Douleurs musculaires, fatigue : ces symptômes dits "persistants" de la Covid qui interrogent

Sur Twitter, plusieurs hashtags sont apparus (#apresJ20, #apresJ60, parfois même #apresJ100 …) pour évoquer des symptômes persistants.

Marta Esperti, 32 ans, doctorante à Paris et enseignante en sciences politiques à Lille, a toujours été testée négative à la Covid-19. Pourtant, la jeune femme est persuadée d’avoir eu la maladie. J’ai commencé à avoir les premiers symptômes la première semaine de mars avec une aggravation importante entre le 15 et le 26 mars. Au début : il s’agissait surtout d’une conjonctivite, d’une toux sèche très violente et d’un peu de fièvre et de fatigue. A partir du 15 j’ai commencé à ressentir une forte pression au thorax et ma fièvre est montée jusqu’à 38,5-39. A cela s’ajoute une sensation de brûlure et de douleurs aux poumons et une impression de ne plus arriver à respirer. Marta Esperti, très inquiète, se décide à appeler le SAMU. Une fois constatée, à l’hôpital, sa désaturation en oxygène, et devant l’afflux de patients dans des états encore plus préoccupants, la jeune femme est renvoyée chez elle. Mes symptômes n’étaient pas suffisamment graves selon les médecins, explique-t-elle. Pourtant, la nuit du 26 au 27 mars, de nombreux symptômes viennent s’ajouter aux précédents :  diarrhée, nausée, maux de tête, brûlure insoutenable au niveau des poumons, douleurs dans le thorax et le cœur. J’avais l’impression de mourir, résume Marta Esperti. Après un scanner thoracique (la jeune femme, d’origine italienne, a entre-temps contacté le consulat, qui l’a immédiatement envoyée faire un scanner dans un laboratoire privé), le compte-rendu est très clair : Il était écrit que j’avais une pneumonie virale typique de la Covid-19 précise-t-elle. Vous pouvez être tranquille car ce n’est pas très étendu dans vos poumons, lui explique-t-on. Marta Esperti retourne donc chez elle (au 6e étage sans ascenseur, ce qui lui est extrêmement pénible étant donné son état de fatigue), se soigne avec quelques médicaments prescrits en plus du paracétamol et patiente, épuisée et angoissée, incapable d’entreprendre quoi que ce soit. A ce moment-là, tous les médecins s’accordaient à dire que la maladie durait au maximum 20 jours, se souvient-elle. En réalité, pour elle, les symptômes auront duré près de 5 mois.

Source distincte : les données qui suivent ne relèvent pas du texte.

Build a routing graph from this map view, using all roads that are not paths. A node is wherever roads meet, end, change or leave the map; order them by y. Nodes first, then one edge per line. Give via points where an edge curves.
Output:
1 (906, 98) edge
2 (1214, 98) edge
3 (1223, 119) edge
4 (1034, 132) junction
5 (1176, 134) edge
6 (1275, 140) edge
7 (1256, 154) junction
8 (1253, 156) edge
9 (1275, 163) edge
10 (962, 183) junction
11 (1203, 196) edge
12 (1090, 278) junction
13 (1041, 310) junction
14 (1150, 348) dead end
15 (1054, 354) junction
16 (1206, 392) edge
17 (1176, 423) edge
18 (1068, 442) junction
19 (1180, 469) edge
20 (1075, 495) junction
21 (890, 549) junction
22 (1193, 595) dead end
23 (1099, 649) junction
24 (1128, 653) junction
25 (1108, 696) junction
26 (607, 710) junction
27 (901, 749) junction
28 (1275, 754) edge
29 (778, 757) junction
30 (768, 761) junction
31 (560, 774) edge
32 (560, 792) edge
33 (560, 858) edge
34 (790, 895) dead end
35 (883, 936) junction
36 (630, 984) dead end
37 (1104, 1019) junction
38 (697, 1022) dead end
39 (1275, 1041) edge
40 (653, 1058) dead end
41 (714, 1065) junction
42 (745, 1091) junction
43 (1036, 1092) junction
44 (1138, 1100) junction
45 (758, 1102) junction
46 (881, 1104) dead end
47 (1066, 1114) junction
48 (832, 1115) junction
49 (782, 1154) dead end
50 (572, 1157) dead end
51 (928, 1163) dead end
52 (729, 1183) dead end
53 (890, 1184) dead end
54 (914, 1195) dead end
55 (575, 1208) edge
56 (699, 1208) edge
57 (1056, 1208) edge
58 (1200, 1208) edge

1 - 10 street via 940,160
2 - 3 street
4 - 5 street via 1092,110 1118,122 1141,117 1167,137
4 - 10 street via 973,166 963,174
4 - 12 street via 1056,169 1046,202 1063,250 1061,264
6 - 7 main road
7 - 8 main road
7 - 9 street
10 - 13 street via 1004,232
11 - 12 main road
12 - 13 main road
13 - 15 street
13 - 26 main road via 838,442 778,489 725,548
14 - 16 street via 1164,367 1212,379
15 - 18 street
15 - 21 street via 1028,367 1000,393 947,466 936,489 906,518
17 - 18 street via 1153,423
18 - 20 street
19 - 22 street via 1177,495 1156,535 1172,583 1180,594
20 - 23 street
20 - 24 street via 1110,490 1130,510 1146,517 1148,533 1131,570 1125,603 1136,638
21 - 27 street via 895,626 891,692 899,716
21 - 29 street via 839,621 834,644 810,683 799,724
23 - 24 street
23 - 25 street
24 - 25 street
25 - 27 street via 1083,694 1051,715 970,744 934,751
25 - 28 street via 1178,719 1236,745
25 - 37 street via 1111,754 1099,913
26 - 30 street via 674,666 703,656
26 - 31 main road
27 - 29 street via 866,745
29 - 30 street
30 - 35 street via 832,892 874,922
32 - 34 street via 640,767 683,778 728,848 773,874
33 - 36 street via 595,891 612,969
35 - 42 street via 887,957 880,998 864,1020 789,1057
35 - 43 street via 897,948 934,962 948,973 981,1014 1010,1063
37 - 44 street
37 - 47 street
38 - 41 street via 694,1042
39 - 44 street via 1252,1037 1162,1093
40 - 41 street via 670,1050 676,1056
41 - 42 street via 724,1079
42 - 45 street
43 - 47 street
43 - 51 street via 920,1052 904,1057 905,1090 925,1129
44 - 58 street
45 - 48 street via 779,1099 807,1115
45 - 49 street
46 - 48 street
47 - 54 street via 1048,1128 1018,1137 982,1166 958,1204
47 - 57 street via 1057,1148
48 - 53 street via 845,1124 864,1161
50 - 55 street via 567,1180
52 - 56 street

Marta Esperti n’est pas la seule à se plaindre de symptômes persistants de la Covid-19. Sur Twitter, plusieurs hashtags sont apparus (#apresJ20, #apresJ60, parfois même #apresJ100 …) pour évoquer ce phénomène. Un millier d’entre eux se sont mêmes regroupés en un collectif baptisé "Les malades du Covid-19 au long cours". D'après un suivi du CHU de Rennes, entre 10 et 15% des patients non-hospitalisés interrogés n'avaient toujours pas repris leur activité, six semaines après la maladie.

Certains patients qui ont attrapé la Covid présentent des images révélant des séquelles pulmonaires à trois mois de la maladie - Eric Revue, chef des urgences de Lariboisière, à Paris.

Symptômes divers : douleurs musculaires, articulaires, maux de tête, tachycardie…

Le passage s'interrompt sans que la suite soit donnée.